*** Block opens ***
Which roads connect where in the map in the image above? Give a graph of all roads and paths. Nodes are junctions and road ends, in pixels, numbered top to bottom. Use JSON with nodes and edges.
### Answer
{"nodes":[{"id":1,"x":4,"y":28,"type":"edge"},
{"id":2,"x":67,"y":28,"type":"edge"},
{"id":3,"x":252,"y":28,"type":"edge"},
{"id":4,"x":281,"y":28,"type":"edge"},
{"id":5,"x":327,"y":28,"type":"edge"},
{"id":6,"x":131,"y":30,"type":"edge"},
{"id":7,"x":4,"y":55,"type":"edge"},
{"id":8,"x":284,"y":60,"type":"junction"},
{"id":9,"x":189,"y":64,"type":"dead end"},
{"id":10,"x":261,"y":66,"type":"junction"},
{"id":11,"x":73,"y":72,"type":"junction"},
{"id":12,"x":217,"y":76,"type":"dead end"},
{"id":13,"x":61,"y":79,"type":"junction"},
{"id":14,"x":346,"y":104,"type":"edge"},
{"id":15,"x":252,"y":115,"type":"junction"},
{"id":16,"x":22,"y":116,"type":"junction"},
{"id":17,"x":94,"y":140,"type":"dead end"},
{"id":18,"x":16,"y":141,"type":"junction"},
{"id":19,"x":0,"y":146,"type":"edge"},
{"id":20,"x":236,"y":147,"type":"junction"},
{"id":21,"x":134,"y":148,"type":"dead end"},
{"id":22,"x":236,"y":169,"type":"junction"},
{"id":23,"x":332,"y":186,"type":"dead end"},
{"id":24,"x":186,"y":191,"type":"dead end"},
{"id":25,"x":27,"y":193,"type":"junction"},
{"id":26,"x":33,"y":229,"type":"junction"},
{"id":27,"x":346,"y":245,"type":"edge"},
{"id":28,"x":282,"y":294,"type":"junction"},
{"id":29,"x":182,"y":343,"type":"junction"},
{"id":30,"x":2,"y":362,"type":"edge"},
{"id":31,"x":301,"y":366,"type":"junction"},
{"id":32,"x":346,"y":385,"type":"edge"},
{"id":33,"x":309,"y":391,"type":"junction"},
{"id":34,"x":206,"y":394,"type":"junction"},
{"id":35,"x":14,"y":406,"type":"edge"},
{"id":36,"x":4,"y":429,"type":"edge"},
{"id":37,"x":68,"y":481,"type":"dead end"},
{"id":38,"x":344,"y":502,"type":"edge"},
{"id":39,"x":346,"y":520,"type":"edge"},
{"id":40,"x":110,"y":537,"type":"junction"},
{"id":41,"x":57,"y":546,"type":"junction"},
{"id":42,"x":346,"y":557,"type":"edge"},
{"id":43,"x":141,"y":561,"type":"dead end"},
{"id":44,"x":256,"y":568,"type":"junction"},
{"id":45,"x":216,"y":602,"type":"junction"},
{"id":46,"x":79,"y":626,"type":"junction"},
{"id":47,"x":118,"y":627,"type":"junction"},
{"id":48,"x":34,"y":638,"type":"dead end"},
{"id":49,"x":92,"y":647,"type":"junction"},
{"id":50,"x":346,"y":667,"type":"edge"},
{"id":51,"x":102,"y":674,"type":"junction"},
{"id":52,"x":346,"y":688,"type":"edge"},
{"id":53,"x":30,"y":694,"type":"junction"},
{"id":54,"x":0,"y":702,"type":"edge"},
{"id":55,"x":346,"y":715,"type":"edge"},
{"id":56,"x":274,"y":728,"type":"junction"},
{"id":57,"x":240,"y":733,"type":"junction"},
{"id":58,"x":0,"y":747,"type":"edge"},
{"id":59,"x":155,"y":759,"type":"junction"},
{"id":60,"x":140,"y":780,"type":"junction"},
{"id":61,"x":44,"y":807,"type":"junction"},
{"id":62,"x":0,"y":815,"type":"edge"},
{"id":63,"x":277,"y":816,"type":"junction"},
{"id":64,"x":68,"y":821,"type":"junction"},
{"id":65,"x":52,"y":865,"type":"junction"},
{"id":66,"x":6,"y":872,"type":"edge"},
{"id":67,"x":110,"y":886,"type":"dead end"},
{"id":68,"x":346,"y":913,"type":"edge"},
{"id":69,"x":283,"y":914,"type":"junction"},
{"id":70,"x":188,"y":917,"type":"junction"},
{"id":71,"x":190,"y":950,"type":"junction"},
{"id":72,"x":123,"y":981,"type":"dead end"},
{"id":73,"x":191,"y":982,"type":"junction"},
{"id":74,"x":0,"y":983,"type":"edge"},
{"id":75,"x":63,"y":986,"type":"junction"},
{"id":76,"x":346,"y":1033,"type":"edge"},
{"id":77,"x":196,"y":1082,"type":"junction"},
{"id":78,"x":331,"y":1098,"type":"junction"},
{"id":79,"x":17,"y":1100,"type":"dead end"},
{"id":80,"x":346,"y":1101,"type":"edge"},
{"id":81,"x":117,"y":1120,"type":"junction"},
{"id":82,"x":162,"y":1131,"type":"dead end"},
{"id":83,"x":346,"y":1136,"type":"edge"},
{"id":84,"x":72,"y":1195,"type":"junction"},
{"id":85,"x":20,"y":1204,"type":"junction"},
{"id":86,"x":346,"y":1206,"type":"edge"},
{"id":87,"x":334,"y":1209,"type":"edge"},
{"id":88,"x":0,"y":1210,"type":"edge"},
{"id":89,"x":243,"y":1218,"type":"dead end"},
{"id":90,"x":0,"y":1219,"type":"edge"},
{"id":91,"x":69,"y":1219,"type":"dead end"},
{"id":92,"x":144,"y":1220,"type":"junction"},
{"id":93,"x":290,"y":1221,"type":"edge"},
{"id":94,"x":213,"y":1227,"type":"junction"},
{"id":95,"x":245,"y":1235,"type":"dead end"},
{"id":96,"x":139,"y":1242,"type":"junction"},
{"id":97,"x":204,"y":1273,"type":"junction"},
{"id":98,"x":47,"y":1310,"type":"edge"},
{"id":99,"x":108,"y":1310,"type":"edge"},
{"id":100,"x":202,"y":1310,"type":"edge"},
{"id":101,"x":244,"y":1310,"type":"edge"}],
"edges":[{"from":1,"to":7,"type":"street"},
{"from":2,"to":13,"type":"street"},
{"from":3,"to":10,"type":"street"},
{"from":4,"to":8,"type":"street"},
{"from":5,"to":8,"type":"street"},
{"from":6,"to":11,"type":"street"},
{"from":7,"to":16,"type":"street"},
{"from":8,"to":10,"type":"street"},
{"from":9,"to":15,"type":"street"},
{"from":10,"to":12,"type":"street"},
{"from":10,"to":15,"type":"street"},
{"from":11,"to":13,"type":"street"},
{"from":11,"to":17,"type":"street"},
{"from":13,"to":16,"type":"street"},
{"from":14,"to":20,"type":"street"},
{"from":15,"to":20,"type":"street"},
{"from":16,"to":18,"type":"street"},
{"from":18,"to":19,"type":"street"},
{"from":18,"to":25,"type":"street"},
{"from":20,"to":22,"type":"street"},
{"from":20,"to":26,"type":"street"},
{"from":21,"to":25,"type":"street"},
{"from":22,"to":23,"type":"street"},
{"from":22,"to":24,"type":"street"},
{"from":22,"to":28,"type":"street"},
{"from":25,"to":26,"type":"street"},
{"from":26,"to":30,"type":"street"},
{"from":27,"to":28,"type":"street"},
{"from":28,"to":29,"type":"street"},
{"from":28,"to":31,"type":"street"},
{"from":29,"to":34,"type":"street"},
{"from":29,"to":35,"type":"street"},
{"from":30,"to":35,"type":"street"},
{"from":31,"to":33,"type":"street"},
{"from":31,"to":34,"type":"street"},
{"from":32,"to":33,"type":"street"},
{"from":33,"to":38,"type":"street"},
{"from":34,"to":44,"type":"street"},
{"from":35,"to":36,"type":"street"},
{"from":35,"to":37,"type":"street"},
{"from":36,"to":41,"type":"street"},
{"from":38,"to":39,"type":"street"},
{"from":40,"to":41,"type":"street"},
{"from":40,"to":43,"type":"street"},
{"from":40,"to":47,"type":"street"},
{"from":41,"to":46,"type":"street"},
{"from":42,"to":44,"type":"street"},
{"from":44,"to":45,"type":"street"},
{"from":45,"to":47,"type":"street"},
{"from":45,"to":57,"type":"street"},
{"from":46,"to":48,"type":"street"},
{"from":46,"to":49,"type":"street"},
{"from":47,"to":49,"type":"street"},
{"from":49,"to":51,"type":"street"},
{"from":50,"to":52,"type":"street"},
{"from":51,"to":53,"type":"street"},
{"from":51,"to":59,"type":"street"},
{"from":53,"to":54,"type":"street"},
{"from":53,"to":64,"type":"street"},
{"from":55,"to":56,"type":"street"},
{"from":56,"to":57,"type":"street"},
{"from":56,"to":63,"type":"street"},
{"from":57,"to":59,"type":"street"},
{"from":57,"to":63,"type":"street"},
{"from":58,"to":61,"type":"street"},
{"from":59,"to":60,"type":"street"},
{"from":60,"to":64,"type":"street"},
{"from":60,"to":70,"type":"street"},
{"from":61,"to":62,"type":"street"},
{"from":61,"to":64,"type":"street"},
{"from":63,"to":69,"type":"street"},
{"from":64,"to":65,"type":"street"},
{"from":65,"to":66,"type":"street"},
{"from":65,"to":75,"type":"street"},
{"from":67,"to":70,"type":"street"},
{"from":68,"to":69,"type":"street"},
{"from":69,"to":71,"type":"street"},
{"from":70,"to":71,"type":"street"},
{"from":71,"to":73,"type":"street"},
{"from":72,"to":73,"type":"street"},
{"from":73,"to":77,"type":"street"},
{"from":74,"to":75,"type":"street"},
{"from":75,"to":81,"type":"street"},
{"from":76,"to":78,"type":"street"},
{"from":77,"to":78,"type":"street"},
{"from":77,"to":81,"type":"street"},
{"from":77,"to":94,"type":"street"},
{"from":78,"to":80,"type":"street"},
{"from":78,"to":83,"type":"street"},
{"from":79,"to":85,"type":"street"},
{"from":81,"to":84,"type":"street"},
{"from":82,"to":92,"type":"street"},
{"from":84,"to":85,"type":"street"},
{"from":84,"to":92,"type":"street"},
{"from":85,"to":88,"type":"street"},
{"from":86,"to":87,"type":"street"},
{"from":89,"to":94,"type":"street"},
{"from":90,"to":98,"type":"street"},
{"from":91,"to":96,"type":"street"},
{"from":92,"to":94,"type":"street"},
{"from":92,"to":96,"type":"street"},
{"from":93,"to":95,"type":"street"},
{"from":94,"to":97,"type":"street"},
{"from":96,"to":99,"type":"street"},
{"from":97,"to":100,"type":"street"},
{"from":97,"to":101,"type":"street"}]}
*** Block closes ***
*** Block opens ***
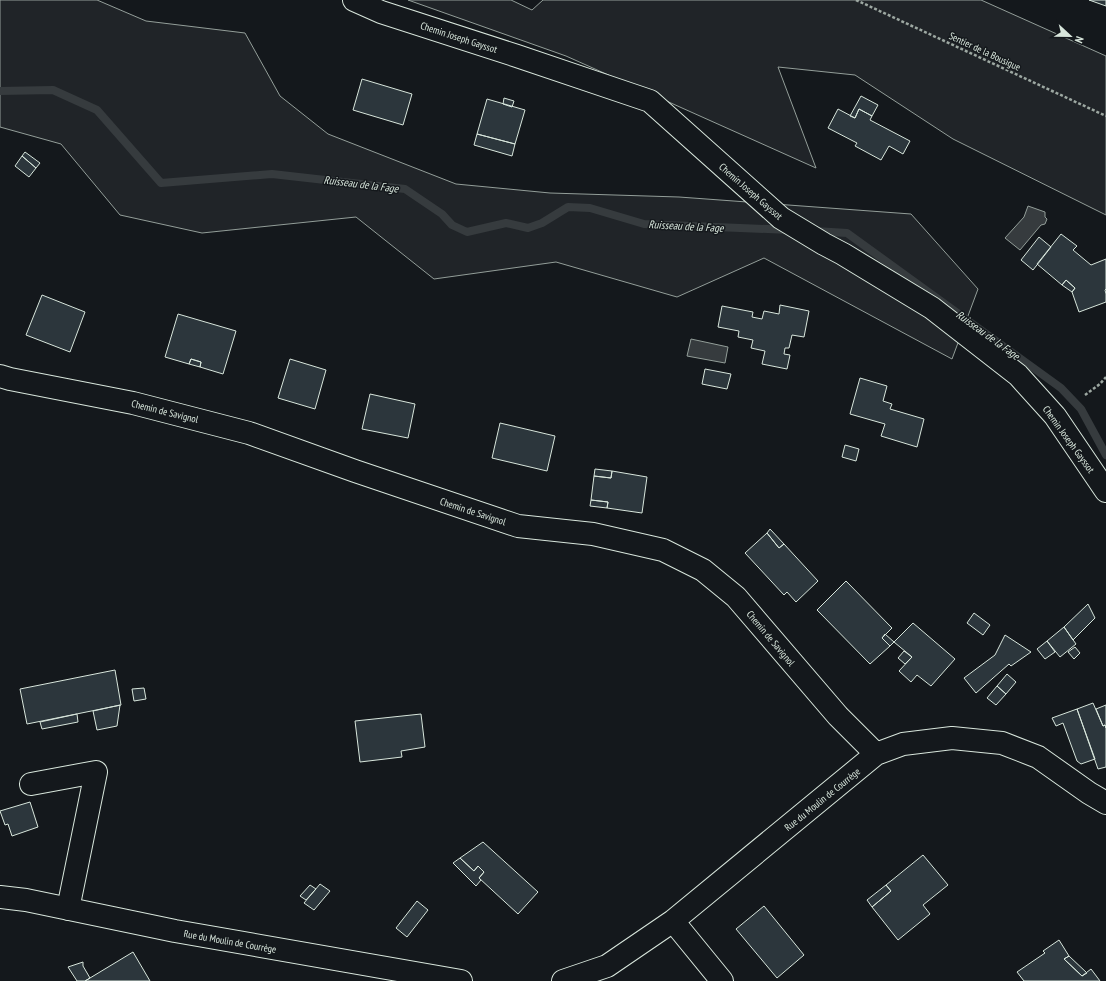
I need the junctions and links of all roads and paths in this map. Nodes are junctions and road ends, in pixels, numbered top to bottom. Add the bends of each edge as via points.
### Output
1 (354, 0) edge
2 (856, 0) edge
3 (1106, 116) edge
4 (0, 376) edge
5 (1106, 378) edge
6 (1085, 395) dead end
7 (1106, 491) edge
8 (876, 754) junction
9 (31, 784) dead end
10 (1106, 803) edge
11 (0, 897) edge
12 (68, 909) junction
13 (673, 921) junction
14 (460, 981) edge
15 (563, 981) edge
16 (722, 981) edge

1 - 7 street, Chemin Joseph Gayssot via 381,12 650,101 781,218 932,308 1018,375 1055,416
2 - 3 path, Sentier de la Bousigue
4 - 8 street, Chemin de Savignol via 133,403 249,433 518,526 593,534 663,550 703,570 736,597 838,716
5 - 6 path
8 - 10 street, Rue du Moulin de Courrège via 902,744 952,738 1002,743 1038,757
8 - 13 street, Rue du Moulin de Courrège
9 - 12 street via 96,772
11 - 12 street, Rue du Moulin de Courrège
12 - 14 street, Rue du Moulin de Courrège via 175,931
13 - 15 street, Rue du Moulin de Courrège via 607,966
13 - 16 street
*** Block closes ***
For every line of the records that has the word "junctions" in it, make a copy.

Which roads connect where in the map in the image above? Give a graph of all roads and paths. Nodes are junctions and road ends, in pixels, numbered top to bottom. Use JSON with nodes and edges.
I need the junctions and links of all roads and paths in this map. Nodes are junctions and road ends, in pixels, numbered top to bottom. Add the bends of each edge as via points.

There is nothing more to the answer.